Peebinga is a town and locality in the Australian state of South Australia. Peebinga was the terminus of the Peebinga railway line which was built in 1914 as part of a major state government project to open up the Murray Mallee for grazing and cropping.

When the railway was built, it terminated in the scrub in the district of Peebinga. The town was later surveyed in 1924 adjacent to the railway station. The current locality of Peebinga includes the historic place of Mootatunga. Mootatunga was the next-to-last stop on the railway line, and is now adjacent to Peebinga Conservation Park and the Browns Well Highway, 5 km west of Peebinga itself. Peebinga was named by Governor of South Australia, Tom Bridges after the district, which had previously been named by Governor Day Bosanquet in 1912 from the Aboriginal name for a rock hole in the area. Mootatunga was the native name for a totem of the tribe. The town was also surveyed in 1924.

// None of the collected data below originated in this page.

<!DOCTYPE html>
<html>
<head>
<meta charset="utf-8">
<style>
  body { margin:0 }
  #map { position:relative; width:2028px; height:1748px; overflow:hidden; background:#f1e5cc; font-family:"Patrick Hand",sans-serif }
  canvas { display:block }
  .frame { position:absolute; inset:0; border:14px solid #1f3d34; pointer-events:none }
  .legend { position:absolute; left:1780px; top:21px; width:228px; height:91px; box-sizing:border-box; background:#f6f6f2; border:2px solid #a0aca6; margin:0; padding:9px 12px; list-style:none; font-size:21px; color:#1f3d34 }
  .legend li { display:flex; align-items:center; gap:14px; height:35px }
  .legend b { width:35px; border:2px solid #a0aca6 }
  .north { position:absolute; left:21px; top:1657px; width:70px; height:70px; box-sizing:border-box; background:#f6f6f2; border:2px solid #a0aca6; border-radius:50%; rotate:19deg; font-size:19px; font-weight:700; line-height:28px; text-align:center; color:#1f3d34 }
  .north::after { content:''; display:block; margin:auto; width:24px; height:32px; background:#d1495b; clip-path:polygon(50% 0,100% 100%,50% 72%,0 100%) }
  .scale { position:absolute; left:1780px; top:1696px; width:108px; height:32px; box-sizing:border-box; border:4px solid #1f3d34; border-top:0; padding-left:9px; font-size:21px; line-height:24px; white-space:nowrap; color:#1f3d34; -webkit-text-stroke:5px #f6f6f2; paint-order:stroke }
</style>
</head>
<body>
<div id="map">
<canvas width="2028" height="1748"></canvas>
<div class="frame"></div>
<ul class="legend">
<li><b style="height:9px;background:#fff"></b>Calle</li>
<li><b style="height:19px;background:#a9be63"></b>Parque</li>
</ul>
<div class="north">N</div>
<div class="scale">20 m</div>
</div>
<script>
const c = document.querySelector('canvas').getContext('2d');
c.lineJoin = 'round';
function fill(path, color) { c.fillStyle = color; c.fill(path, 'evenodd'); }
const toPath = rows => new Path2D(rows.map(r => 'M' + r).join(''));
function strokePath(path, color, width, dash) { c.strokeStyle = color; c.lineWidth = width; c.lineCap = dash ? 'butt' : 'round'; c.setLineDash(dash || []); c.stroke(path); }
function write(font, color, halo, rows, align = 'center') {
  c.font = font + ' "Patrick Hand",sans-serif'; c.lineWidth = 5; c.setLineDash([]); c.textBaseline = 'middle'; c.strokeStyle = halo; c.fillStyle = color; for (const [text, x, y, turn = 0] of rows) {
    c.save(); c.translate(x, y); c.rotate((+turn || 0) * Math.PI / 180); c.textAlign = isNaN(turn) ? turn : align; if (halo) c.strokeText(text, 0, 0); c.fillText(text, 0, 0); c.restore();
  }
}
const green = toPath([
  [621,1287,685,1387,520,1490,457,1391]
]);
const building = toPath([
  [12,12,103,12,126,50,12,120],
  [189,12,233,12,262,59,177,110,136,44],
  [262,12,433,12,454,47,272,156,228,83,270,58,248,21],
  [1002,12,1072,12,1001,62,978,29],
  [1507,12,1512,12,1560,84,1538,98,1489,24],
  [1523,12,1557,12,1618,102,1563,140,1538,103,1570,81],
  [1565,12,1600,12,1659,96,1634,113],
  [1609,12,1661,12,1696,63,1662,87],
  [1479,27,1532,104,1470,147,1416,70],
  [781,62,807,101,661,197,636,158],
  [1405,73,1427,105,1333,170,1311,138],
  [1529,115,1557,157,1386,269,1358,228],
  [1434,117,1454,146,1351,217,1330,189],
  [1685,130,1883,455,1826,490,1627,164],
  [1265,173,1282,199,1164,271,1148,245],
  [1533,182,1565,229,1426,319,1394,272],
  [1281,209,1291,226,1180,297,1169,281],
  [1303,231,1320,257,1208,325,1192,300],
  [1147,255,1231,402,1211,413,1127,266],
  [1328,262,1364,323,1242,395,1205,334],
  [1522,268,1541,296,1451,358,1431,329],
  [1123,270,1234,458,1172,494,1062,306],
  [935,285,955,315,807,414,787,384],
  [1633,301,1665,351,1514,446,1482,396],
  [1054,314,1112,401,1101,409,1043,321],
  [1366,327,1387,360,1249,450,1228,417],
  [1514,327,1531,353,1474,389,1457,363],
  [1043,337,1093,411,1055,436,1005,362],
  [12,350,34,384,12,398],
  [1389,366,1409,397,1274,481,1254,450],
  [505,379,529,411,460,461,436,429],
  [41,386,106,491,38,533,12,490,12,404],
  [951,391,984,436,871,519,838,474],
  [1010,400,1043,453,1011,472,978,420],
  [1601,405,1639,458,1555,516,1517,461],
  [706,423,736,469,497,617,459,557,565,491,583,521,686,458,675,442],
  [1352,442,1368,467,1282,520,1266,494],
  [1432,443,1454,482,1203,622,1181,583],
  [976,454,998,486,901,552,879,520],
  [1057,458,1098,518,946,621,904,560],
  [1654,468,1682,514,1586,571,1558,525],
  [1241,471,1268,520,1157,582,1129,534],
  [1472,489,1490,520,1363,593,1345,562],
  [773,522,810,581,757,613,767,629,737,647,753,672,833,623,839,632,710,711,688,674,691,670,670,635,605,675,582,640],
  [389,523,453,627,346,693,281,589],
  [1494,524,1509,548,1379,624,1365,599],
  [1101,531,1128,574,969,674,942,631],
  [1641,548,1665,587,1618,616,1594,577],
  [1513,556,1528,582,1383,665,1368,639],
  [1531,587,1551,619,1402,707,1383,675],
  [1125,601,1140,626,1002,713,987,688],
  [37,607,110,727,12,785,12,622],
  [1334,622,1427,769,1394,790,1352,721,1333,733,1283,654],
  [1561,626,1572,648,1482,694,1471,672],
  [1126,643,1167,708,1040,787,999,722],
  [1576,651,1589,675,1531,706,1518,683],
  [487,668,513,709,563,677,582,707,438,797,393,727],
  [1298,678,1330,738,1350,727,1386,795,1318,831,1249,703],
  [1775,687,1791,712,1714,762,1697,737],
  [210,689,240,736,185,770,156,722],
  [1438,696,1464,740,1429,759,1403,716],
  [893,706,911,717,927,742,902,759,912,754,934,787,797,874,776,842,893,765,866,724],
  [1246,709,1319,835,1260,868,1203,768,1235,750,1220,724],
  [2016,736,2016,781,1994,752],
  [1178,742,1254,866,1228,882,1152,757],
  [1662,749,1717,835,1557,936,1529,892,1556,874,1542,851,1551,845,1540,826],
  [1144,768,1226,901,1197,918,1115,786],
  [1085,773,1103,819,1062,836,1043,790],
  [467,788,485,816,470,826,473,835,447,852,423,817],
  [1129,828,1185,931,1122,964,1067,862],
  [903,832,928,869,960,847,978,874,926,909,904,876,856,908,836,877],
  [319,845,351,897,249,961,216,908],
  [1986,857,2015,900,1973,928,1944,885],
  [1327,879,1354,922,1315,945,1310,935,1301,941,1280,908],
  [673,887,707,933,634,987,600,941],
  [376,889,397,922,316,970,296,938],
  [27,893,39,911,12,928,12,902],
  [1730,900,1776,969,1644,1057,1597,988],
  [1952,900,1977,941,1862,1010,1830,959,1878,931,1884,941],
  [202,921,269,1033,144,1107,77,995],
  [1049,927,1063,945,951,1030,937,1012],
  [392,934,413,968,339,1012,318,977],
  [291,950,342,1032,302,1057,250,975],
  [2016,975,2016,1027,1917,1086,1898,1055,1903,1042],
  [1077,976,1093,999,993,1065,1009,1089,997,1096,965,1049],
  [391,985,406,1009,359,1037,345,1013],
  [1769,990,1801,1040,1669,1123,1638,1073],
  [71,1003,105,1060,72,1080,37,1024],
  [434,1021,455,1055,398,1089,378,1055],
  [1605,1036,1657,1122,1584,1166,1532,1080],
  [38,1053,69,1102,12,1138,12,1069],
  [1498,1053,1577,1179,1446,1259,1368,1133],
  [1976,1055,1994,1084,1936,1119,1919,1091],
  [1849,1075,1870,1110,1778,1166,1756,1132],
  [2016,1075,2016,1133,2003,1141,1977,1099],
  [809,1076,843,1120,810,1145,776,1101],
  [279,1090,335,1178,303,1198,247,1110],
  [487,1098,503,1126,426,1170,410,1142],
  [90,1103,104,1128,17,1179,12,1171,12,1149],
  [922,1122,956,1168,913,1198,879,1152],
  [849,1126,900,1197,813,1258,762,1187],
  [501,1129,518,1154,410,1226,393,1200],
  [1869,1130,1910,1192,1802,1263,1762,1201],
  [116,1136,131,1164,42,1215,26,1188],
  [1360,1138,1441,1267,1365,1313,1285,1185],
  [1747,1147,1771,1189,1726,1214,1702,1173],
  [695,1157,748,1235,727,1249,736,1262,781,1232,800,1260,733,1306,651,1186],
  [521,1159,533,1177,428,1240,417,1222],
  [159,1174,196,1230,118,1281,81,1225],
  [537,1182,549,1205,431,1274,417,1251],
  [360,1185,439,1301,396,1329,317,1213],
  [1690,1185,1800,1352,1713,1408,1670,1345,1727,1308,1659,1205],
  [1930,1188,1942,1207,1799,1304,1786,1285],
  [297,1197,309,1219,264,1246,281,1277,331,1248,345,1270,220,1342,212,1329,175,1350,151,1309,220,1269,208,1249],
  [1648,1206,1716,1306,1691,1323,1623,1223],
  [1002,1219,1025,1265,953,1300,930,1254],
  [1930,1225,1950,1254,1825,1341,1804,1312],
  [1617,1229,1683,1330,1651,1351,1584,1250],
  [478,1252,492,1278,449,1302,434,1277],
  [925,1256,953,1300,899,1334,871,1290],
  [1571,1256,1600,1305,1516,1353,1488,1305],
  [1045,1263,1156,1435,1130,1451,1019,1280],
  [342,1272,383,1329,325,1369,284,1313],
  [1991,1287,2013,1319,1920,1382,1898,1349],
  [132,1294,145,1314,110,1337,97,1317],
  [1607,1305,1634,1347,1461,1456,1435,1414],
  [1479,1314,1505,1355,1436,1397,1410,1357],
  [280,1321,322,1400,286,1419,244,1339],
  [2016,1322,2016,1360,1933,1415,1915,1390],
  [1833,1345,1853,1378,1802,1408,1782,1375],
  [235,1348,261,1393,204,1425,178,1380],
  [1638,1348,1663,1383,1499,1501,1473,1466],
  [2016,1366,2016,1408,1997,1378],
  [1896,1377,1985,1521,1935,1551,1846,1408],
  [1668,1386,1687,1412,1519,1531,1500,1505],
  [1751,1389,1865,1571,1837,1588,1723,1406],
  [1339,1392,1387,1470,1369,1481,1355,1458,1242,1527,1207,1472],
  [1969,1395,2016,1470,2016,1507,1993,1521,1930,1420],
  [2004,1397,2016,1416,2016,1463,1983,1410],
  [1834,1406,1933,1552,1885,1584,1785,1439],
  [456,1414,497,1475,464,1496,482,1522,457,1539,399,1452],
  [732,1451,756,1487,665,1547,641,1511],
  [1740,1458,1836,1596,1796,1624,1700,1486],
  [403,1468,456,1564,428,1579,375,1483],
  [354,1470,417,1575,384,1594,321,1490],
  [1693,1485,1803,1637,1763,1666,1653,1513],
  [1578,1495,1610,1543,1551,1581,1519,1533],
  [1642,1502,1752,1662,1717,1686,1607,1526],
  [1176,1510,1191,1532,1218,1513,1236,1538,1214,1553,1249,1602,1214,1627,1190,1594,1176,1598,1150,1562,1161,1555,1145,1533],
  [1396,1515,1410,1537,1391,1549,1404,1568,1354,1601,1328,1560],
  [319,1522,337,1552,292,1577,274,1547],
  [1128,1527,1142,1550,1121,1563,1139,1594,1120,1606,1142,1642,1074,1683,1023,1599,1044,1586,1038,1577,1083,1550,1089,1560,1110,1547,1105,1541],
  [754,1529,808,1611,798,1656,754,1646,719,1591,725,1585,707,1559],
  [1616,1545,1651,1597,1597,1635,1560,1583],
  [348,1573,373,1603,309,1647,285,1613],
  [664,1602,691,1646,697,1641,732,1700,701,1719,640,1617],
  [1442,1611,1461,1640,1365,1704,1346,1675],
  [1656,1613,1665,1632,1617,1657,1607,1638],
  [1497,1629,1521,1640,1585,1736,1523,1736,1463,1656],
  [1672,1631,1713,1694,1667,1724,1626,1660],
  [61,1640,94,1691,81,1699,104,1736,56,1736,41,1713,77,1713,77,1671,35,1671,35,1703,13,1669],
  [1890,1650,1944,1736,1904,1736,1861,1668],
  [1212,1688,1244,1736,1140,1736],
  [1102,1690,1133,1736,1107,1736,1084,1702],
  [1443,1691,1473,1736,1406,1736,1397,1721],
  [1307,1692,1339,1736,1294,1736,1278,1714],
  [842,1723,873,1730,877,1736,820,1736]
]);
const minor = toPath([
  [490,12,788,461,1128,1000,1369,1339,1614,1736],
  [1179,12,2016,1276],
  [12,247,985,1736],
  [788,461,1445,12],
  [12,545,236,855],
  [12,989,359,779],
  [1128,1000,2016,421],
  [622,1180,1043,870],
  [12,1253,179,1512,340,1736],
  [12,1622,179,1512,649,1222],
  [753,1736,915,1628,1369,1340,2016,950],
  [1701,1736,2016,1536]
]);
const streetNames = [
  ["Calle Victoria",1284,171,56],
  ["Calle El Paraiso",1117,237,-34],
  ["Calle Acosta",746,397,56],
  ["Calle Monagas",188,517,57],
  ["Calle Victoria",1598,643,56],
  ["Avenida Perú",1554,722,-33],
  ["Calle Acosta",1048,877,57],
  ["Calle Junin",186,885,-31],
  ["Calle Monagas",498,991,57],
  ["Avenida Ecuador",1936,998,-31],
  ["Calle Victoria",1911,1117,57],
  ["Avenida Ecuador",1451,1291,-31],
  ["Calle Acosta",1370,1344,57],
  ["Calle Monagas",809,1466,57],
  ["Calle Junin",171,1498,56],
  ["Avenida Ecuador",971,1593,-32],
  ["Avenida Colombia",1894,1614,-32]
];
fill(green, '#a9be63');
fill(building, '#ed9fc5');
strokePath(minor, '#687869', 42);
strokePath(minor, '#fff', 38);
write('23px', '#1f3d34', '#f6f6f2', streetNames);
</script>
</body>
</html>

The railway closed in 1990. The post office opened in 1926 and closed in 1986. Peebinga school opened in 1938 but is now also closed.

The 2016 Australian census which was conducted in August 2016 reports that Peebinga had a population of 32 people.

Peebinga is located within the federal division of Barker, the state Electoral district of Chaffey and the local government area of the District Council of Loxton Waikerie.